Jay Joyce, who has worked with Patty Griffin and Cage the Elephant, produced Hard Bargain, which Harris describes as “very guitar-laden.” A few days before I spoke with her, she had just added Will Kimbrough to the Red Dirt Boys to play lead guitar on the new tour. Like Rodney Crowell, Ricky Skaggs, and Buddy Miller, Kimbrough follows in a long tradition of crack guitarist/songwriters Harris has always kept in her bands because, she says, when they produce new material, she wants to be the first to hear it.
What’s more, Harris has always been generous with her studio time, singing duets alongside many up-and-coming young artists, from Steve Earle to Ryan Adams. But when I mention such magnanimity, Harris deflects the praise.
“I want to surround myself with the people who inspire me. It’s a collaboration where you are the one who benefits because you can’t make music in a vacuum. I see myself as a caretaker, and that means the music has to come through me, and a lot of that means being inspired by other people.”
Has she completely given up on country radio? “Yes,” Harris says without hesitation. “It no longer has that washed-in-the-blood element that you heard whenever you listened to George Jones or Merle Haggard or Johnny Cash or Loretta Lynn or Waylon Jennings.” Harris pauses, runs her fingers through her hair, then whispers, “Oh God, Waylon Jennings!”
Now she’s placing her bets on younger singer-songwriters like Gillian Welch, David Rawlings, and Patty Griffin.
As I look back over Harris’s own body of work, what strikes me most is its arc. She never let Nashville dictate the kind of music she would make, and so hers was not a career of ups and downs. You can’t, for instance, pick out the “sellout” record or the “comeback” record; she never sold out and she never went away.

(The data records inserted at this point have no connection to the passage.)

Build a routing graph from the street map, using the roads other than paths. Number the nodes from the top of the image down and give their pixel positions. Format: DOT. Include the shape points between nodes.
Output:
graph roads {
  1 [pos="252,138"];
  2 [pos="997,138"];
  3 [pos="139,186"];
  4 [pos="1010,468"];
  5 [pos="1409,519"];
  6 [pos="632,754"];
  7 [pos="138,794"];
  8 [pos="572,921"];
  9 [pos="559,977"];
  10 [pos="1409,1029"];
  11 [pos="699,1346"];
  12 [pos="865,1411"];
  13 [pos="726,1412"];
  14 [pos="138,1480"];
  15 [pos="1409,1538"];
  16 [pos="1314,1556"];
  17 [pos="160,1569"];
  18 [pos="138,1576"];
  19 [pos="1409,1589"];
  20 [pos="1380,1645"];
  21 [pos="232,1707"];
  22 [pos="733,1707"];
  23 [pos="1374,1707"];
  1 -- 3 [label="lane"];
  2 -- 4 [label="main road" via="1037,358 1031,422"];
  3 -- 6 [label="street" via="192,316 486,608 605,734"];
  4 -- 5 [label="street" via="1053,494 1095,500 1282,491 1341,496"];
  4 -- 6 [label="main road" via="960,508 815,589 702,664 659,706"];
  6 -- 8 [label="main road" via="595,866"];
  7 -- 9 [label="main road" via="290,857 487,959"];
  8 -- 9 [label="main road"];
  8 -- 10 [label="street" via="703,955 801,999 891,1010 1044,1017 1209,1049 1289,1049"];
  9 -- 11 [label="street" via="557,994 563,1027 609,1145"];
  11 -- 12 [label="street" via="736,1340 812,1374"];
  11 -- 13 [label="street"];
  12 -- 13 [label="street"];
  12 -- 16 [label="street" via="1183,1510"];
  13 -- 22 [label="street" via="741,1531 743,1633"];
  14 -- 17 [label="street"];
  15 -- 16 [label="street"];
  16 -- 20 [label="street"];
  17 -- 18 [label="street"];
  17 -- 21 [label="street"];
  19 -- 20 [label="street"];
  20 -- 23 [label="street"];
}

“I had enough success to give me credibility,” she says, “but it wasn’t like I was selling millions of records, which can be a real trap for artists. There are people like Springsteen and Neil Young who sell millions but always still know what they are supposed to do. I think on a smaller scale, I always knew what I was supposed to do. I hope that I’ve always served the song—that was always the most important thing.”
I survey the bank of guitars again and ask Harris if she wrote “The Road” on Gram Parsons’ Gibson. She smiles. “No, but that would have made a good story.”
It occurs to me that this collection of guitars could tell one hell of a good story. I’m sure it’s already engrained in the wood and lurking inside those hollow bodies—a presence, even in absence.